This story and the images were captured by Humans of New York while visiting Women In Need (WIN) — a Robin Hood grantee aimed at helping homeless New York City women and their children transform their lives through a progressive and holistic approach.

“The landlord told me that he’d hold my stuff for two weeks. But when we went back to the apartment to get our stuff, all of our electronics were gone. And somebody had left the door open. My cat was gone. Her name was Kisses. I’d had her since she was two years old. I used to feed her with a bottle. I still have dreams about her.”


“Our building had so many violations that all the residents had to be evicted. Turns out the landlord hadn’t paid the mortgage since 2000. Some of us tried to stay, but it didn’t work. We moved to a hotel room for three days until we ran out of money. At that point we had no choice. So my partner and I ran to City Hall and got married, so that we could live in the shelter together. I never wanted to get married like that. We told ourselves that we’d have another ceremony once things are better.”


“I want to be a scientist.”

“What’s the best part about being a scientist?”

“Discovering bugs.”


“I want to go back to Virginia. We used to live in a house with two floors. My room was upstairs. We could go outside and play whenever we wanted. My friends always came over. Someone else lives there now.”


“Homelessness can be very confusing for children, and it comes with a lot of misconceptions. We try to untangle that confusion as soon as they arrive: ‘No, you’re not a bum. You don’t live in a cardboard box. You don’t stink. Mom is not a bad person. She isn’t crazy. This is not forever.’ We want to undo some of the trauma of homelessness because we don’t want children to view themselves as homeless for the rest of their lives.”


“It’s hard for a child to live in a shelter. They can’t invite their friends over. They can’t have sleepovers. They can’t have their own space. They can’t go to their room when they’re being punished. There’s no personal time for them to discover themselves without interruption. There’s even confusion toward the word ‘home.’ Sometimes they’ll say ‘I’m going home,’ but then they’ll correct themselves and say, ‘I’m going upstairs.’ We tell them that this is where they are staying while they make plans. This is only their home until they find a real home.”

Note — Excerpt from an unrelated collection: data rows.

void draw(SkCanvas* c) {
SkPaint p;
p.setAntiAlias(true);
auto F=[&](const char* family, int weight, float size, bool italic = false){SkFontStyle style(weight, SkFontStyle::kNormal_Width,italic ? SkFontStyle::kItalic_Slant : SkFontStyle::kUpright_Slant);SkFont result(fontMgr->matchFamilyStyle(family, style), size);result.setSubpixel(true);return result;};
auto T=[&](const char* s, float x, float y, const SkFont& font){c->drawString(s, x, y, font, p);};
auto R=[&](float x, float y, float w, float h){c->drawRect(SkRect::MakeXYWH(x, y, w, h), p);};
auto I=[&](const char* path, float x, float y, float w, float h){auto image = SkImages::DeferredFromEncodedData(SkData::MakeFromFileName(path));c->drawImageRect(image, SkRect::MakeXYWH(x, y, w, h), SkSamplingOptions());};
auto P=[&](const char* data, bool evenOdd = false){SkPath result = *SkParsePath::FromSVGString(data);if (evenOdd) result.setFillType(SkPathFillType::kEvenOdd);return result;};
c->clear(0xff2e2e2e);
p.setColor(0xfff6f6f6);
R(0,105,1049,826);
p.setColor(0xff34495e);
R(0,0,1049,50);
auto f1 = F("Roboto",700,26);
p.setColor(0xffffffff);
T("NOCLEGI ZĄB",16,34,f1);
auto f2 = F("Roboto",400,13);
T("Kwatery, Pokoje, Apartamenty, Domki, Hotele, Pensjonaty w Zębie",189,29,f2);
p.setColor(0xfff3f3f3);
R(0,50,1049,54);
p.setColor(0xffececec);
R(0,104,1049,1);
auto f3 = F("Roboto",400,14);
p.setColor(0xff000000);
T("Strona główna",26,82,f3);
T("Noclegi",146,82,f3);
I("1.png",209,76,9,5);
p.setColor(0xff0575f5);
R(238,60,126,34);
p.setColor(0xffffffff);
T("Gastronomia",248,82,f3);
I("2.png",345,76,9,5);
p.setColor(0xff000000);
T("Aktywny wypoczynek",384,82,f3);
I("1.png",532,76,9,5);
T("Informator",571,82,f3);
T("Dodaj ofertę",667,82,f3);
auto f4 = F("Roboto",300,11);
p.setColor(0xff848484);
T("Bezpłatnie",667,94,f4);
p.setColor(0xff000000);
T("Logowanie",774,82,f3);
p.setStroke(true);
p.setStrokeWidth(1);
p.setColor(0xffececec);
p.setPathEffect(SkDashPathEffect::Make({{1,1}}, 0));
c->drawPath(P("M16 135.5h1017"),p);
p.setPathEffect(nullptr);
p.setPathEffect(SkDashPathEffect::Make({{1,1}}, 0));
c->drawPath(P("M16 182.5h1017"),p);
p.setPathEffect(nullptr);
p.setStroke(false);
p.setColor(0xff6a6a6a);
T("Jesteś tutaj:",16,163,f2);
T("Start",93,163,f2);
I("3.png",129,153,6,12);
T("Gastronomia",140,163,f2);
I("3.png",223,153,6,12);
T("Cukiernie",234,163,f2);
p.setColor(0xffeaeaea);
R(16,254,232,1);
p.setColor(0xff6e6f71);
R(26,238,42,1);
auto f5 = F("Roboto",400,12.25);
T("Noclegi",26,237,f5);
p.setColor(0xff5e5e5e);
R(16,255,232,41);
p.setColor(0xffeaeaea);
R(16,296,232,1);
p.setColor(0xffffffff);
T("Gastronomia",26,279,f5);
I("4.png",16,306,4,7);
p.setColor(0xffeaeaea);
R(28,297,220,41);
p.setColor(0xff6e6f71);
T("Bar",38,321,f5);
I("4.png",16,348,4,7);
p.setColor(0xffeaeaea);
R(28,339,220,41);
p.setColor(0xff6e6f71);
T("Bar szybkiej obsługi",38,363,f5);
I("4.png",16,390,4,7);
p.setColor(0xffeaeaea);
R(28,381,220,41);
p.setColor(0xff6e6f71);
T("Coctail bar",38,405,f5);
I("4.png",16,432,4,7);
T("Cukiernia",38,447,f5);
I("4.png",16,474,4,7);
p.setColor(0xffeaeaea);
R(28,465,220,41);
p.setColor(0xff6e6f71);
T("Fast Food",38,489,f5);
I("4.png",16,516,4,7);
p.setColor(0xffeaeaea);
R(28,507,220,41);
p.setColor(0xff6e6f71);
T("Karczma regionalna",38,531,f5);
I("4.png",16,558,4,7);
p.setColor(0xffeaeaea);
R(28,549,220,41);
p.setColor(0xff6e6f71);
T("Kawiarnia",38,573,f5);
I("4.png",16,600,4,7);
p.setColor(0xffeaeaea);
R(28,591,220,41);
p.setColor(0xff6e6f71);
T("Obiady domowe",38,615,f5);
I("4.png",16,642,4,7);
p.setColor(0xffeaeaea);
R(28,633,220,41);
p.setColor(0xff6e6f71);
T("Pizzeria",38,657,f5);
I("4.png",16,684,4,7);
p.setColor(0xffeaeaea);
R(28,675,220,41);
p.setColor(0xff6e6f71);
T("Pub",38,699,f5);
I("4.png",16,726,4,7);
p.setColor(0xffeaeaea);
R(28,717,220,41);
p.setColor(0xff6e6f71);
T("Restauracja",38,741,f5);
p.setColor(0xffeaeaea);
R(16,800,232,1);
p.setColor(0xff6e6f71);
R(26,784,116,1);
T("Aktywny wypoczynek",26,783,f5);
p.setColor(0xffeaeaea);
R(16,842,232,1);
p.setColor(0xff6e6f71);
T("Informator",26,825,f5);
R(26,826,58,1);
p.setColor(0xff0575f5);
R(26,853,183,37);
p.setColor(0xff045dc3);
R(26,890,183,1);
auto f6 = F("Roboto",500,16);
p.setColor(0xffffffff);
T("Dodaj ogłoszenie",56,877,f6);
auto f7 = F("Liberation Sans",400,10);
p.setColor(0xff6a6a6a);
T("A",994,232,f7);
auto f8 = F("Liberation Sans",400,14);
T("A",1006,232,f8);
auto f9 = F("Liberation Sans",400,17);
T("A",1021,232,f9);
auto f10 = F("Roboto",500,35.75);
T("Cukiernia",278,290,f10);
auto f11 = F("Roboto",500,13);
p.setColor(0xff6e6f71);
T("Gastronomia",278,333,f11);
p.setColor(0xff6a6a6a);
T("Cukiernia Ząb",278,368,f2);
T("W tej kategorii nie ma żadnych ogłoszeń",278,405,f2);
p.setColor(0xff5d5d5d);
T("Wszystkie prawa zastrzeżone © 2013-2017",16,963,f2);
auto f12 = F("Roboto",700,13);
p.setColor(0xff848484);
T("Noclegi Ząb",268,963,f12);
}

“The landlord gave me a deadline of Sunday the 15th. On the 13th, I went to the guidance counselor at my daughter’s school, and she gave me forms for the homeless shelter. My back was against the wall. I didn’t have any other alternatives. Some days it’s OK. But some days I feel helpless and sad. On those days, I think back to the years when everything was going good. My daughter is a blessing. She’s been so strong through all of this. If she see’s that I’m sad, she’ll lay with me, hug me, and make sure I’m OK.”


“We’ve been in the shelter system ever since their father was murdered. We needed his paycheck to pay the rent. We had no choice. He had a good job at the Pepsi factory. We were engaged at the time, and we were about to move upstate. We were even planning to take a trip to Disney World. But when he died, a part of me died. I went into a depression. Everything was moving around me, but I was at a standstill. I didn’t want to do my hair. I didn’t want to be bothered with the kids. We used to go to the park and play, but after their father was killed, we were homebodies. I just wanted to stay at home and cry.”